WHAT THE EXERCISE ASKS →
Line by line, transcribe all of the entries exactly.

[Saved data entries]

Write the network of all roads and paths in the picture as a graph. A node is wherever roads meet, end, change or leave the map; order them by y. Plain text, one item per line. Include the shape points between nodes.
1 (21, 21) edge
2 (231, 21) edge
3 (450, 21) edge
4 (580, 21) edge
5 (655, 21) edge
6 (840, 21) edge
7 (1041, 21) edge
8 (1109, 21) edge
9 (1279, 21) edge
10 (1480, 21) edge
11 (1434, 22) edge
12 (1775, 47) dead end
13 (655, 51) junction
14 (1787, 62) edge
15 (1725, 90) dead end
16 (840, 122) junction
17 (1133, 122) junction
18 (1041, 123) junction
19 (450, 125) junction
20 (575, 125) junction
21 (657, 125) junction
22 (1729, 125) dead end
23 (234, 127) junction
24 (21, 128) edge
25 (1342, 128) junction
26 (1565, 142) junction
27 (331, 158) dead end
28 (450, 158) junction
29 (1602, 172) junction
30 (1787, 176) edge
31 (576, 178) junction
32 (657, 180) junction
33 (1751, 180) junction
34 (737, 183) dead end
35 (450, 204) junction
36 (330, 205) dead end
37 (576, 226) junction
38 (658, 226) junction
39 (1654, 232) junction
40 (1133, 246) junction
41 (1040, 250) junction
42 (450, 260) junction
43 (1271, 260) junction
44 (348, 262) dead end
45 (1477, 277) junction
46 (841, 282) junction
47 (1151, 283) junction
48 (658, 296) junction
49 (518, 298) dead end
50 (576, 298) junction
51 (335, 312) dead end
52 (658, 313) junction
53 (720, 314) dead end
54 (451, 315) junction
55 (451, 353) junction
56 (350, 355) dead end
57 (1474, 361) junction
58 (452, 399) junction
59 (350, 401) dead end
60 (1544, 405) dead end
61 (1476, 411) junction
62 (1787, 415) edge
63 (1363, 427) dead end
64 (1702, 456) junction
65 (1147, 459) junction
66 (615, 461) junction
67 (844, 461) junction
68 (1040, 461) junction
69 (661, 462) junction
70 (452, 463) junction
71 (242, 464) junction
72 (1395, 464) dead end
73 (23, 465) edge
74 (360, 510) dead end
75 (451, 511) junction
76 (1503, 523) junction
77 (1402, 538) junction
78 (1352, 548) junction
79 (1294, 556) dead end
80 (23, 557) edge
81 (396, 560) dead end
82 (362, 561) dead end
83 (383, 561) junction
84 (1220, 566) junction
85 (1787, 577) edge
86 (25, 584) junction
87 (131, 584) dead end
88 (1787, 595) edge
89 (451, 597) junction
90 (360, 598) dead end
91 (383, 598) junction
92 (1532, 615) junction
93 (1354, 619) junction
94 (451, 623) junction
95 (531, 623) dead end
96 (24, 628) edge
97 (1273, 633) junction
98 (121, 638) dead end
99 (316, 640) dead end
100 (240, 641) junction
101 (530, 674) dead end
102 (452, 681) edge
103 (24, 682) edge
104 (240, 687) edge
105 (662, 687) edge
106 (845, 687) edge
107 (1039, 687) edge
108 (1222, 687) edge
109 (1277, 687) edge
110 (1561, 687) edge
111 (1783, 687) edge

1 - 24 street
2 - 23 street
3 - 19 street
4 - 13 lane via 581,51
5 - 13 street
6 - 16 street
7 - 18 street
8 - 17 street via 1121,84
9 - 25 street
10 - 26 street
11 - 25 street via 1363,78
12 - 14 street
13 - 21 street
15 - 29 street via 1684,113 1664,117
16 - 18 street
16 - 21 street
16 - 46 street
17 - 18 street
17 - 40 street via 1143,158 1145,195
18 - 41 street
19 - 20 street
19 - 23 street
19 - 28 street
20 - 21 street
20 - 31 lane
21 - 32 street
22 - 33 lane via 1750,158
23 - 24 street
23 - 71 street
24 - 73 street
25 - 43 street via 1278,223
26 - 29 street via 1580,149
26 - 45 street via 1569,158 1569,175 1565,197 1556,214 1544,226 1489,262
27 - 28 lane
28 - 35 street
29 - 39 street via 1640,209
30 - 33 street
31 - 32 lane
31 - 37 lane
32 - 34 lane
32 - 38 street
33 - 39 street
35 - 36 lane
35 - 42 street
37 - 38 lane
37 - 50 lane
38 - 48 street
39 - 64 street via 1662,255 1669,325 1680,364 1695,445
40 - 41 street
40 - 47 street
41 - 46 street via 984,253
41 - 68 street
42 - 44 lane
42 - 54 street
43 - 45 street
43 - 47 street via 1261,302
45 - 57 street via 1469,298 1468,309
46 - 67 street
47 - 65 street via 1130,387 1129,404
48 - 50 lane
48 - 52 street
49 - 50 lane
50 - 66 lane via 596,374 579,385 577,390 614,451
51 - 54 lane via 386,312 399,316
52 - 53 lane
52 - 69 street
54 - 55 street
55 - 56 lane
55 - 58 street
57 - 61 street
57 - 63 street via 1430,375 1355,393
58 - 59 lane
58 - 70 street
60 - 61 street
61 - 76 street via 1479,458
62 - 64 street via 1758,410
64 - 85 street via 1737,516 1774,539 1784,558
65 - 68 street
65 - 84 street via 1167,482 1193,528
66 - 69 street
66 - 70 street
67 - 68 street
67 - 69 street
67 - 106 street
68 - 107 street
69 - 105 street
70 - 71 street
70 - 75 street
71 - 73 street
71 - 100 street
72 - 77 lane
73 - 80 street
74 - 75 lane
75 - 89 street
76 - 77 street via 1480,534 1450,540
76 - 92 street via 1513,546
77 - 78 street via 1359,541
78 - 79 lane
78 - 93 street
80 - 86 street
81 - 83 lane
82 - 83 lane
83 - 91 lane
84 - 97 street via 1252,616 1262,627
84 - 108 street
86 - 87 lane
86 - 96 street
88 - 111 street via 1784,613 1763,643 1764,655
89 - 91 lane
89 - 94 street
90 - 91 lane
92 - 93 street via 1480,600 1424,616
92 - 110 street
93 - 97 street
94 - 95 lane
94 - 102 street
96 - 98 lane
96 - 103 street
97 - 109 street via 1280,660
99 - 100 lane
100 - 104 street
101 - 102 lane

WRITTEN REPLY →
Write the network of all roads and paths in the picture as a graph. A node is wherever roads meet, end, change or leave the map; order them by y. Plain text, one item per line. Include the shape points between nodes.
1 (21, 21) edge
2 (231, 21) edge
3 (450, 21) edge
4 (580, 21) edge
5 (655, 21) edge
6 (840, 21) edge
7 (1041, 21) edge
8 (1109, 21) edge
9 (1279, 21) edge
10 (1480, 21) edge
11 (1434, 22) edge
12 (1775, 47) dead end
13 (655, 51) junction
14 (1787, 62) edge
15 (1725, 90) dead end
16 (840, 122) junction
17 (1133, 122) junction
18 (1041, 123) junction
19 (450, 125) junction
20 (575, 125) junction
21 (657, 125) junction
22 (1729, 125) dead end
23 (234, 127) junction
24 (21, 128) edge
25 (1342, 128) junction
26 (1565, 142) junction
27 (331, 158) dead end
28 (450, 158) junction
29 (1602, 172) junction
30 (1787, 176) edge
31 (576, 178) junction
32 (657, 180) junction
33 (1751, 180) junction
34 (737, 183) dead end
35 (450, 204) junction
36 (330, 205) dead end
37 (576, 226) junction
38 (658, 226) junction
39 (1654, 232) junction
40 (1133, 246) junction
41 (1040, 250) junction
42 (450, 260) junction
43 (1271, 260) junction
44 (348, 262) dead end
45 (1477, 277) junction
46 (841, 282) junction
47 (1151, 283) junction
48 (658, 296) junction
49 (518, 298) dead end
50 (576, 298) junction
51 (335, 312) dead end
52 (658, 313) junction
53 (720, 314) dead end
54 (451, 315) junction
55 (451, 353) junction
56 (350, 355) dead end
57 (1474, 361) junction
58 (452, 399) junction
59 (350, 401) dead end
60 (1544, 405) dead end
61 (1476, 411) junction
62 (1787, 415) edge
63 (1363, 427) dead end
64 (1702, 456) junction
65 (1147, 459) junction
66 (615, 461) junction
67 (844, 461) junction
68 (1040, 461) junction
69 (661, 462) junction
70 (452, 463) junction
71 (242, 464) junction
72 (1395, 464) dead end
73 (23, 465) edge
74 (360, 510) dead end
75 (451, 511) junction
76 (1503, 523) junction
77 (1402, 538) junction
78 (1352, 548) junction
79 (1294, 556) dead end
80 (23, 557) edge
81 (396, 560) dead end
82 (362, 561) dead end
83 (383, 561) junction
84 (1220, 566) junction
85 (1787, 577) edge
86 (25, 584) junction
87 (131, 584) dead end
88 (1787, 595) edge
89 (451, 597) junction
90 (360, 598) dead end
91 (383, 598) junction
92 (1532, 615) junction
93 (1354, 619) junction
94 (451, 623) junction
95 (531, 623) dead end
96 (24, 628) edge
97 (1273, 633) junction
98 (121, 638) dead end
99 (316, 640) dead end
100 (240, 641) junction
101 (530, 674) dead end
102 (452, 681) edge
103 (24, 682) edge
104 (240, 687) edge
105 (662, 687) edge
106 (845, 687) edge
107 (1039, 687) edge
108 (1222, 687) edge
109 (1277, 687) edge
110 (1561, 687) edge
111 (1783, 687) edge

1 - 24 street
2 - 23 street
3 - 19 street
4 - 13 lane via 581,51
5 - 13 street
6 - 16 street
7 - 18 street
8 - 17 street via 1121,84
9 - 25 street
10 - 26 street
11 - 25 street via 1363,78
12 - 14 street
13 - 21 street
15 - 29 street via 1684,113 1664,117
16 - 18 street
16 - 21 street
16 - 46 street
17 - 18 street
17 - 40 street via 1143,158 1145,195
18 - 41 street
19 - 20 street
19 - 23 street
19 - 28 street
20 - 21 street
20 - 31 lane
21 - 32 street
22 - 33 lane via 1750,158
23 - 24 street
23 - 71 street
24 - 73 street
25 - 43 street via 1278,223
26 - 29 street via 1580,149
26 - 45 street via 1569,158 1569,175 1565,197 1556,214 1544,226 1489,262
27 - 28 lane
28 - 35 street
29 - 39 street via 1640,209
30 - 33 street
31 - 32 lane
31 - 37 lane
32 - 34 lane
32 - 38 street
33 - 39 street
35 - 36 lane
35 - 42 street
37 - 38 lane
37 - 50 lane
38 - 48 street
39 - 64 street via 1662,255 1669,325 1680,364 1695,445
40 - 41 street
40 - 47 street
41 - 46 street via 984,253
41 - 68 street
42 - 44 lane
42 - 54 street
43 - 45 street
43 - 47 street via 1261,302
45 - 57 street via 1469,298 1468,309
46 - 67 street
47 - 65 street via 1130,387 1129,404
48 - 50 lane
48 - 52 street
49 - 50 lane
50 - 66 lane via 596,374 579,385 577,390 614,451
51 - 54 lane via 386,312 399,316
52 - 53 lane
52 - 69 street
54 - 55 street
55 - 56 lane
55 - 58 street
57 - 61 street
57 - 63 street via 1430,375 1355,393
58 - 59 lane
58 - 70 street
60 - 61 street
61 - 76 street via 1479,458
62 - 64 street via 1758,410
64 - 85 street via 1737,516 1774,539 1784,558
65 - 68 street
65 - 84 street via 1167,482 1193,528
66 - 69 street
66 - 70 street
67 - 68 street
67 - 69 street
67 - 106 street
68 - 107 street
69 - 105 street
70 - 71 street
70 - 75 street
71 - 73 street
71 - 100 street
72 - 77 lane
73 - 80 street
74 - 75 lane
75 - 89 street
76 - 77 street via 1480,534 1450,540
76 - 92 street via 1513,546
77 - 78 street via 1359,541
78 - 79 lane
78 - 93 street
80 - 86 street
81 - 83 lane
82 - 83 lane
83 - 91 lane
84 - 97 street via 1252,616 1262,627
84 - 108 street
86 - 87 lane
86 - 96 street
88 - 111 street via 1784,613 1763,643 1764,655
89 - 91 lane
89 - 94 street
90 - 91 lane
92 - 93 street via 1480,600 1424,616
92 - 110 street
93 - 97 street
94 - 95 lane
94 - 102 street
96 - 98 lane
96 - 103 street
97 - 109 street via 1280,660
99 - 100 lane
100 - 104 street
101 - 102 lane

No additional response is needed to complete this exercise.